What to do – Below are some entries; can you quote all of them exactly?

Records to use –
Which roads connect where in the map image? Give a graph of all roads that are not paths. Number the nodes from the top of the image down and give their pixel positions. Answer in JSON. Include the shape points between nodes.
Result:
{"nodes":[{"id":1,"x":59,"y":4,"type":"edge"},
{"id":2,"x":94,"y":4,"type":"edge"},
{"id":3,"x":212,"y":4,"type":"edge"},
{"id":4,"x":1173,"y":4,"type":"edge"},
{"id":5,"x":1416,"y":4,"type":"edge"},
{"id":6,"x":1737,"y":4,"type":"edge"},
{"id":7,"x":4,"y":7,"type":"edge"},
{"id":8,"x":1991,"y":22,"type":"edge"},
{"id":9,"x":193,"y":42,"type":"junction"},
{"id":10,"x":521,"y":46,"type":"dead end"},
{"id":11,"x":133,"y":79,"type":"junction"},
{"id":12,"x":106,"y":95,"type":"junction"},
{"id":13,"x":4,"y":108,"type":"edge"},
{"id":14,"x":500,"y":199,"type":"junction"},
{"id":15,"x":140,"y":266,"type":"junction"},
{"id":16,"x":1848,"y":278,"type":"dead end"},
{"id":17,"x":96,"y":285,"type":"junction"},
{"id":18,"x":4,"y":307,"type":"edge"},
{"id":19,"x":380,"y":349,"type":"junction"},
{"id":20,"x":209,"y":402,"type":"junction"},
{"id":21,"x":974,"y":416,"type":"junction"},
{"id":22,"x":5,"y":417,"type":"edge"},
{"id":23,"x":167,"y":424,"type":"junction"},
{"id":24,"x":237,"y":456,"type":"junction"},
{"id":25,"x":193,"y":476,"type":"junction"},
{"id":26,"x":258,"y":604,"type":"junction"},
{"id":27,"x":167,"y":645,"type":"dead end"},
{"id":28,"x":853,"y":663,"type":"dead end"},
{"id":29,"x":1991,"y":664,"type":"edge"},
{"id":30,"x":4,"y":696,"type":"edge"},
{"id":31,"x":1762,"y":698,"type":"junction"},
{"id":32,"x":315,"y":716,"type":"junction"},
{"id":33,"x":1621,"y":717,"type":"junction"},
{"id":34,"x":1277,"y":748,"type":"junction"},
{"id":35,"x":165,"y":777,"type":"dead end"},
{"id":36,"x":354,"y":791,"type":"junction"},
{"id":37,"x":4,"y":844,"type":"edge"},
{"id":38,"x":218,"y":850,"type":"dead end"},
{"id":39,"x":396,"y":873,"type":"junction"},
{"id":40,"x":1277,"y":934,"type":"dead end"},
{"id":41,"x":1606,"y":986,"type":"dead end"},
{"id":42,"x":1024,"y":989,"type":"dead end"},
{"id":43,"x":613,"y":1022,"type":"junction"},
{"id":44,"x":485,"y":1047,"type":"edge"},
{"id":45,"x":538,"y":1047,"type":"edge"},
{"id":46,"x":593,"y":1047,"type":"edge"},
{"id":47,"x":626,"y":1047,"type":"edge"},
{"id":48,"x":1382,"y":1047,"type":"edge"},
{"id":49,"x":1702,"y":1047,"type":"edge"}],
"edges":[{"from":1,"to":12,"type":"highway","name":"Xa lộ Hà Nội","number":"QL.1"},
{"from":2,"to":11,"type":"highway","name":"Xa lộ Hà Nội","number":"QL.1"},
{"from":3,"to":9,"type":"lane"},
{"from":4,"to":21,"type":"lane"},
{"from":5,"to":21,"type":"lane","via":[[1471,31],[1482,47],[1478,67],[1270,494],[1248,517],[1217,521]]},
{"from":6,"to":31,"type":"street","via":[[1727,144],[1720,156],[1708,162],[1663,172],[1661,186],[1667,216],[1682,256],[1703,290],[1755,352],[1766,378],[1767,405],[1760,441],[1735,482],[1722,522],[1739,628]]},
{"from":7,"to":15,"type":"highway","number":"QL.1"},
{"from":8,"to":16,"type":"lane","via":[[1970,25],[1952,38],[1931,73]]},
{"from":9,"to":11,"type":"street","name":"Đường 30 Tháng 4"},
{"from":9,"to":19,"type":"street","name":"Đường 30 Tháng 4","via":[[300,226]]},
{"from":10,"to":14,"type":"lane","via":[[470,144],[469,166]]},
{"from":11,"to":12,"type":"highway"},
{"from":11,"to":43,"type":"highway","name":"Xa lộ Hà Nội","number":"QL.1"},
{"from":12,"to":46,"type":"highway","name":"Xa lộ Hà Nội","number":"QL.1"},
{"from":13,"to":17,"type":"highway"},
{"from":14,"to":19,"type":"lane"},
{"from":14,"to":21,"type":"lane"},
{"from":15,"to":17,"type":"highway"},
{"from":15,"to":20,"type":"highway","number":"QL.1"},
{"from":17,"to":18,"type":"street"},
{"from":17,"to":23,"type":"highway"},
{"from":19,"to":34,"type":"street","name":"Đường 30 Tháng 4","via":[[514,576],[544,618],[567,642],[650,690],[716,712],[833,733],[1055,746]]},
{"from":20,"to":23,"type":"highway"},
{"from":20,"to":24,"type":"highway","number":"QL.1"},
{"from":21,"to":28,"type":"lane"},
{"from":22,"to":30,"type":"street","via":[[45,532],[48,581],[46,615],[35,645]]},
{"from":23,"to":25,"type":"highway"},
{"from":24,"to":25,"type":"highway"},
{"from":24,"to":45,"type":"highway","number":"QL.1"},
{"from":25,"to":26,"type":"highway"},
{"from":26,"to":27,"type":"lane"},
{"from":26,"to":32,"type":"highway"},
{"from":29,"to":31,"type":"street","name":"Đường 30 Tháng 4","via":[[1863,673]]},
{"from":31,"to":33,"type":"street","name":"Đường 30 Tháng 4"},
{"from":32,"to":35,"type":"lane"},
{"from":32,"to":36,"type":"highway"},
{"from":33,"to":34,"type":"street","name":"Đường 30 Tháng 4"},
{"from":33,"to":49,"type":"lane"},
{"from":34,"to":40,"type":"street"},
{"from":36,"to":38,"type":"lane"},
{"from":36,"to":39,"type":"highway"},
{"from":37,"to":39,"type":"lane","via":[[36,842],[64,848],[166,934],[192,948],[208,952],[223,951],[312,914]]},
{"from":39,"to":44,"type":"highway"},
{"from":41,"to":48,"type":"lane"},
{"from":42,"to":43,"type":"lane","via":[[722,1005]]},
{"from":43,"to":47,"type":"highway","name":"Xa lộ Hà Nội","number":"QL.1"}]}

Solution below –
Which roads connect where in the map image? Give a graph of all roads that are not paths. Number the nodes from the top of the image down and give their pixel positions. Answer in JSON. Include the shape points between nodes.
Result:
{"nodes":[{"id":1,"x":59,"y":4,"type":"edge"},
{"id":2,"x":94,"y":4,"type":"edge"},
{"id":3,"x":212,"y":4,"type":"edge"},
{"id":4,"x":1173,"y":4,"type":"edge"},
{"id":5,"x":1416,"y":4,"type":"edge"},
{"id":6,"x":1737,"y":4,"type":"edge"},
{"id":7,"x":4,"y":7,"type":"edge"},
{"id":8,"x":1991,"y":22,"type":"edge"},
{"id":9,"x":193,"y":42,"type":"junction"},
{"id":10,"x":521,"y":46,"type":"dead end"},
{"id":11,"x":133,"y":79,"type":"junction"},
{"id":12,"x":106,"y":95,"type":"junction"},
{"id":13,"x":4,"y":108,"type":"edge"},
{"id":14,"x":500,"y":199,"type":"junction"},
{"id":15,"x":140,"y":266,"type":"junction"},
{"id":16,"x":1848,"y":278,"type":"dead end"},
{"id":17,"x":96,"y":285,"type":"junction"},
{"id":18,"x":4,"y":307,"type":"edge"},
{"id":19,"x":380,"y":349,"type":"junction"},
{"id":20,"x":209,"y":402,"type":"junction"},
{"id":21,"x":974,"y":416,"type":"junction"},
{"id":22,"x":5,"y":417,"type":"edge"},
{"id":23,"x":167,"y":424,"type":"junction"},
{"id":24,"x":237,"y":456,"type":"junction"},
{"id":25,"x":193,"y":476,"type":"junction"},
{"id":26,"x":258,"y":604,"type":"junction"},
{"id":27,"x":167,"y":645,"type":"dead end"},
{"id":28,"x":853,"y":663,"type":"dead end"},
{"id":29,"x":1991,"y":664,"type":"edge"},
{"id":30,"x":4,"y":696,"type":"edge"},
{"id":31,"x":1762,"y":698,"type":"junction"},
{"id":32,"x":315,"y":716,"type":"junction"},
{"id":33,"x":1621,"y":717,"type":"junction"},
{"id":34,"x":1277,"y":748,"type":"junction"},
{"id":35,"x":165,"y":777,"type":"dead end"},
{"id":36,"x":354,"y":791,"type":"junction"},
{"id":37,"x":4,"y":844,"type":"edge"},
{"id":38,"x":218,"y":850,"type":"dead end"},
{"id":39,"x":396,"y":873,"type":"junction"},
{"id":40,"x":1277,"y":934,"type":"dead end"},
{"id":41,"x":1606,"y":986,"type":"dead end"},
{"id":42,"x":1024,"y":989,"type":"dead end"},
{"id":43,"x":613,"y":1022,"type":"junction"},
{"id":44,"x":485,"y":1047,"type":"edge"},
{"id":45,"x":538,"y":1047,"type":"edge"},
{"id":46,"x":593,"y":1047,"type":"edge"},
{"id":47,"x":626,"y":1047,"type":"edge"},
{"id":48,"x":1382,"y":1047,"type":"edge"},
{"id":49,"x":1702,"y":1047,"type":"edge"}],
"edges":[{"from":1,"to":12,"type":"highway","name":"Xa lộ Hà Nội","number":"QL.1"},
{"from":2,"to":11,"type":"highway","name":"Xa lộ Hà Nội","number":"QL.1"},
{"from":3,"to":9,"type":"lane"},
{"from":4,"to":21,"type":"lane"},
{"from":5,"to":21,"type":"lane","via":[[1471,31],[1482,47],[1478,67],[1270,494],[1248,517],[1217,521]]},
{"from":6,"to":31,"type":"street","via":[[1727,144],[1720,156],[1708,162],[1663,172],[1661,186],[1667,216],[1682,256],[1703,290],[1755,352],[1766,378],[1767,405],[1760,441],[1735,482],[1722,522],[1739,628]]},
{"from":7,"to":15,"type":"highway","number":"QL.1"},
{"from":8,"to":16,"type":"lane","via":[[1970,25],[1952,38],[1931,73]]},
{"from":9,"to":11,"type":"street","name":"Đường 30 Tháng 4"},
{"from":9,"to":19,"type":"street","name":"Đường 30 Tháng 4","via":[[300,226]]},
{"from":10,"to":14,"type":"lane","via":[[470,144],[469,166]]},
{"from":11,"to":12,"type":"highway"},
{"from":11,"to":43,"type":"highway","name":"Xa lộ Hà Nội","number":"QL.1"},
{"from":12,"to":46,"type":"highway","name":"Xa lộ Hà Nội","number":"QL.1"},
{"from":13,"to":17,"type":"highway"},
{"from":14,"to":19,"type":"lane"},
{"from":14,"to":21,"type":"lane"},
{"from":15,"to":17,"type":"highway"},
{"from":15,"to":20,"type":"highway","number":"QL.1"},
{"from":17,"to":18,"type":"street"},
{"from":17,"to":23,"type":"highway"},
{"from":19,"to":34,"type":"street","name":"Đường 30 Tháng 4","via":[[514,576],[544,618],[567,642],[650,690],[716,712],[833,733],[1055,746]]},
{"from":20,"to":23,"type":"highway"},
{"from":20,"to":24,"type":"highway","number":"QL.1"},
{"from":21,"to":28,"type":"lane"},
{"from":22,"to":30,"type":"street","via":[[45,532],[48,581],[46,615],[35,645]]},
{"from":23,"to":25,"type":"highway"},
{"from":24,"to":25,"type":"highway"},
{"from":24,"to":45,"type":"highway","number":"QL.1"},
{"from":25,"to":26,"type":"highway"},
{"from":26,"to":27,"type":"lane"},
{"from":26,"to":32,"type":"highway"},
{"from":29,"to":31,"type":"street","name":"Đường 30 Tháng 4","via":[[1863,673]]},
{"from":31,"to":33,"type":"street","name":"Đường 30 Tháng 4"},
{"from":32,"to":35,"type":"lane"},
{"from":32,"to":36,"type":"highway"},
{"from":33,"to":34,"type":"street","name":"Đường 30 Tháng 4"},
{"from":33,"to":49,"type":"lane"},
{"from":34,"to":40,"type":"street"},
{"from":36,"to":38,"type":"lane"},
{"from":36,"to":39,"type":"highway"},
{"from":37,"to":39,"type":"lane","via":[[36,842],[64,848],[166,934],[192,948],[208,952],[223,951],[312,914]]},
{"from":39,"to":44,"type":"highway"},
{"from":41,"to":48,"type":"lane"},
{"from":42,"to":43,"type":"lane","via":[[722,1005]]},
{"from":43,"to":47,"type":"highway","name":"Xa lộ Hà Nội","number":"QL.1"}]}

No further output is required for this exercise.